Cox Media Group 2020

It’s been a week since Cox Media Group (CMG) was hit with a reported cyber-attack that affected internal networks and other operations. Now CNN reports the breach is being investigated by federal law enforcement. CMG radio station streams were still down this morning.

Access to CMG’s digital video library is unavailable, CNN says, as are weather computers at two of the company’s TV stations. Some employees say they have not yet recovered email and staff are being asked not to open email via their smart phones. One station encountered new issues on Wednesday, including the failing of phone lines and broadcast software.

The company has yet to address the issue or comment publicly. CMG’s media relations team has not responded to multiple email requests from Inside Radio.

Cybersecurity experts say the situation appears to be the result of a ransomware attack.

“An ‘IT incident’ that spans multiple organizations in a company is almost always a ransomware attack,” Allan Liska, an analyst at the cybersecurity company Recorded Future, told NBC News.

Media companies have been an enticing target for hackers trying to get past digital firewalls and set off ransomware attacks that hold company computers hostage until money is paid – or the attack can be fended off.
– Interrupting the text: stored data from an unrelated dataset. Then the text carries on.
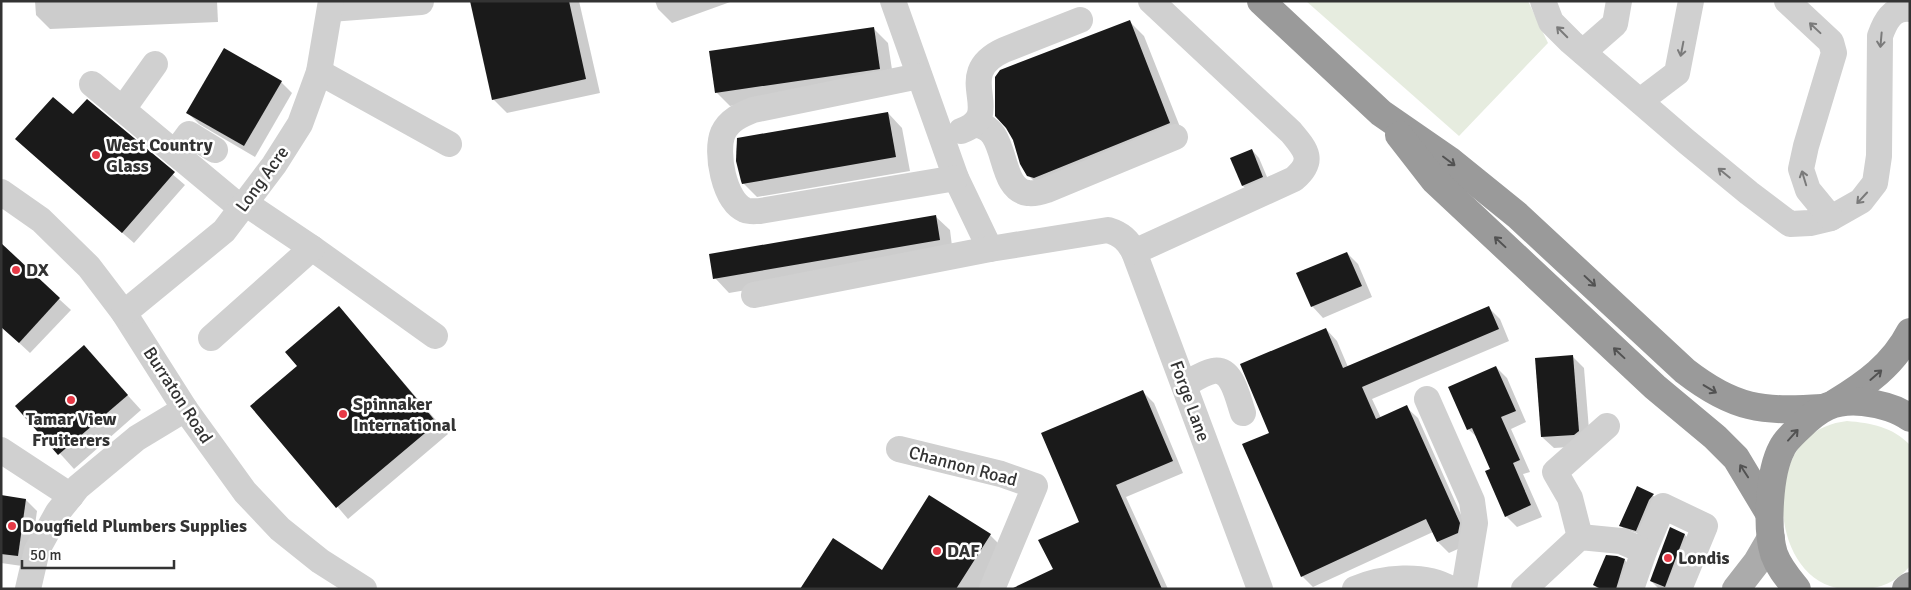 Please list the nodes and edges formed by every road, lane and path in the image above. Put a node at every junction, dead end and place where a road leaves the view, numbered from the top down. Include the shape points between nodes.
1 (894, 1) edge
2 (1151, 1) edge
3 (1261, 1) edge
4 (1543, 1) edge
5 (1619, 1) edge
6 (1691, 1) edge
7 (1786, 1) edge
8 (421, 2) edge
9 (331, 5) edge
10 (1898, 7) edge
11 (1080, 20) dead end
12 (1583, 52) junction
13 (155, 64) dead end
14 (319, 72) junction
15 (920, 76) junction
16 (92, 84) dead end
17 (1640, 101) junction
18 (122, 110) junction
19 (1381, 113) junction
20 (974, 125) junction
21 (1175, 137) dead end
22 (941, 138) junction
23 (449, 144) dead end
24 (216, 150) dead end
25 (175, 153) junction
26 (956, 178) junction
27 (1, 192) edge
28 (243, 205) junction
29 (1831, 218) junction
30 (312, 248) junction
31 (990, 249) junction
32 (1134, 252) junction
33 (754, 295) dead end
34 (124, 313) junction
35 (1910, 332) edge
36 (436, 336) dead end
37 (211, 338) dead end
38 (1184, 385) junction
39 (1428, 399) dead end
40 (1829, 405) junction
41 (185, 409) junction
42 (1243, 414) dead end
43 (1910, 418) edge
44 (1607, 426) dead end
45 (1, 450) edge
46 (899, 450) dead end
47 (71, 496) junction
48 (1770, 526) junction
49 (1580, 537) junction
50 (1644, 552) junction
51 (1910, 586) edge
52 (27, 588) edge
53 (364, 589) edge
54 (992, 589) edge
55 (1260, 589) edge
56 (1355, 589) edge
57 (1451, 589) edge
58 (1464, 589) edge
59 (1524, 589) edge
60 (1630, 589) edge
61 (1679, 589) edge
62 (1736, 589) edge
63 (1797, 589) edge
64 (1906, 589) edge

1 - 15 street
2 - 32 street via 1292,132 1308,162 1294,179
3 - 19 highway
12 -> 4 street via 1551,22
5 - 12 street via 1615,24
6 -> 17 street via 1677,74
29 -> 7 street via 1808,190 1801,169 1834,53 1831,42
8 - 9 street
9 - 14 street, Long Acre
10 -> 29 street via 1884,23 1880,36 1879,156 1875,182 1861,201
11 - 20 street via 1004,50 984,62 978,74 982,106
12 - 17 street
13 - 18 street
14 - 23 street
14 - 28 street, Long Acre via 300,124
15 - 22 street
15 - 26 street via 753,110 738,117 723,132 720,142 719,154 730,196 744,209 760,211
16 - 18 street
29 -> 17 street via 1790,224
18 - 25 street
19 -> 40 highway via 1449,160 1517,215 1704,386 1723,397 1768,410
48 -> 19 highway via 1736,458 1655,387 1434,180
20 - 21 street via 984,126 994,136 1010,180 1014,186 1028,193 1047,190
20 - 22 street
22 - 26 street
24 - 25 street via 189,134
25 - 28 street
26 - 31 street
27 - 34 street, Burraton Road via 41,220 89,267
28 - 30 street
28 - 34 street, Long Acre via 224,231
30 - 36 street
30 - 37 street
31 - 32 street, Forge Lane via 1108,230 1124,237
31 - 33 street
32 - 38 street, Forge Lane
34 - 41 street, Burraton Road
40 -> 35 highway via 1876,376 1900,350
38 - 42 street via 1214,371 1222,372 1229,377
38 - 55 street, Forge Lane
39 - 58 street via 1472,501 1475,523
40 - 43 highway via 1856,401 1873,403
48 -> 40 highway via 1774,477 1782,448 1802,425
41 - 47 street via 137,438
41 - 53 street, Burraton Road via 245,492 280,529 320,561
44 - 49 street via 1555,472 1570,498
45 - 47 street
46 - 54 street, Channon Road via 1001,474 1034,486
47 - 52 street via 37,550
48 - 62 main road via 1757,562
48 - 63 highway via 1775,555 1783,572
49 - 50 street via 1621,541
49 - 59 street
50 - 60 street
50 - 61 street via 1663,506 1705,526
51 - 64 highway
56 - 57 street via 1388,579 1421,580 1444,584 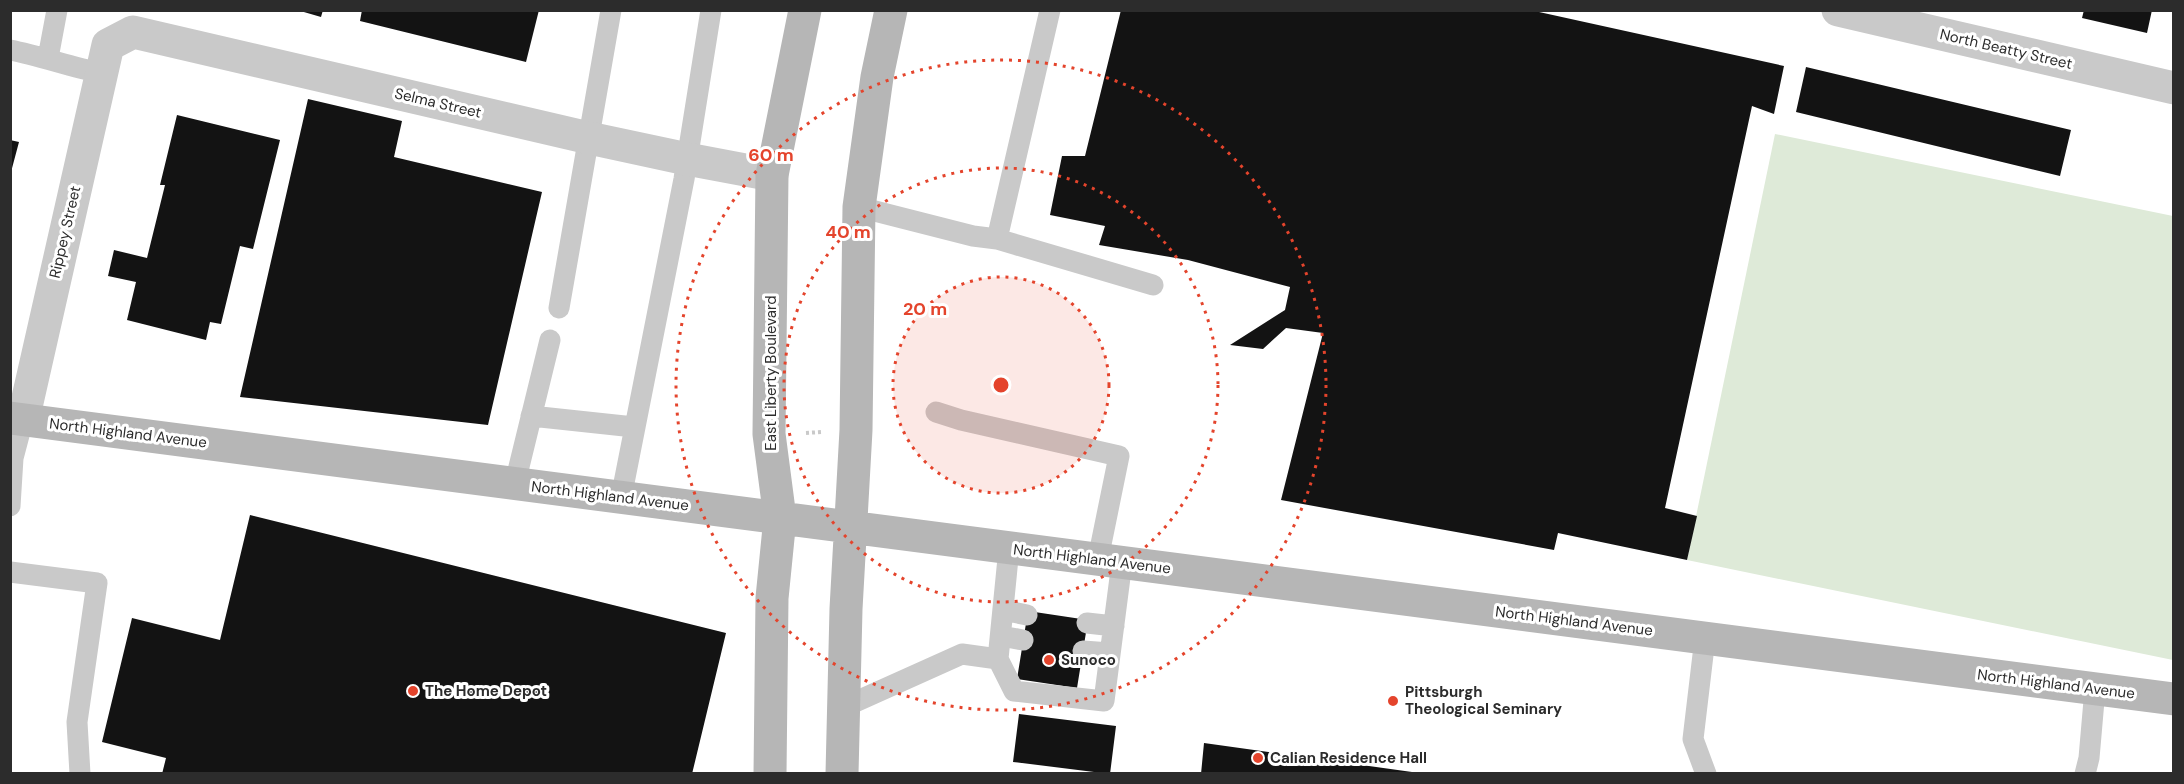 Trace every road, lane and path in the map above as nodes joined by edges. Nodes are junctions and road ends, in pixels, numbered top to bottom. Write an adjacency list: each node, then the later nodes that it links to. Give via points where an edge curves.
1 (57, 10): 9 (lane)
2 (611, 10): 12 (lane)
3 (711, 10): 13 (lane)
4 (806, 10): 14 (main road, East Liberty Boulevard)
5 (891, 10): 15 (main road, via 877,77)
6 (1050, 10): 16 (lane)
7 (1838, 10): 11 (street, North Beatty Street)
8 (10, 50): 9 (lane)
9 (48, 58): 10 (lane, via 70,67)
10 (104, 59): 12 (street, Selma Street, via 133,32); 22 (street, Rippey Street)
11 (2174, 88)
12 (589, 138): 13 (street, Selma Street); 18 (lane)
13 (687, 159): 14 (street, Selma Street); 23 (lane)
14 (772, 175): 27 (main road, East Liberty Boulevard, via 769,434)
15 (859, 207): 16 (lane); 28 (main road)
16 (997, 239): 17 (lane)
17 (1153, 285)
18 (559, 308)
19 (550, 340): 21 (lane)
20 (936, 412): 30 (lane, via 1119,456)
21 (531, 416): 23 (lane); 24 (lane)
22 (17, 419): 24 (main road, North Highland Avenue); 26 (lane)
23 (634, 427): 25 (lane)
24 (515, 483): 25 (main road, North Highland Avenue)
25 (621, 498): 27 (main road, North Highland Avenue)
26 (10, 506)
27 (780, 518): 28 (main road, North Highland Avenue); 46 (main road, East Liberty Boulevard, via 772,598)
28 (852, 528): 29 (main road, North Highland Avenue); 44 (main road)
29 (1009, 548): 30 (main road, North Highland Avenue); 32 (lane)
30 (1110, 561): 35 (lane); 37 (main road, North Highland Avenue)
31 (10, 572): 45 (lane, via 97,583 77,722)
32 (1003, 610): 33 (lane); 36 (lane)
33 (1027, 615)
34 (1087, 623): 35 (lane)
35 (1114, 626): 40 (lane)
36 (1000, 636): 38 (lane); 41 (lane)
37 (1705, 638): 42 (main road, North Highland Avenue); 48 (lane, via 1693,739)
38 (1023, 640)
39 (1083, 651): 40 (lane)
40 (1110, 653): 41 (lane, via 1104,700 1014,691)
41 (998, 659): 44 (lane, via 963,654)
42 (2095, 689): 43 (main road, North Highland Avenue); 49 (lane)
43 (2174, 699)
44 (844, 707): 47 (main road)
45 (80, 774)
46 (770, 774)
47 (842, 774)
48 (1706, 774)
49 (2085, 774)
Salem Media Group disclosed last August that a ransomware attack had infiltrated some of its operational and information technology systems. A 2019 attack on Urban One cost the company more than $1 million. And Entercom (now Audacy) was attacked in September 2019 when hackers broke into its email servers and demanded $500,000 in ransom. That malware attack temporarily disrupted business operations but did not have a big impact on operating results. Even so, Entercom told its investors in its annual report that “there can be no assurance of a similar result in the future” adding, “cybersecurity breaches may increase our costs and cause losses.”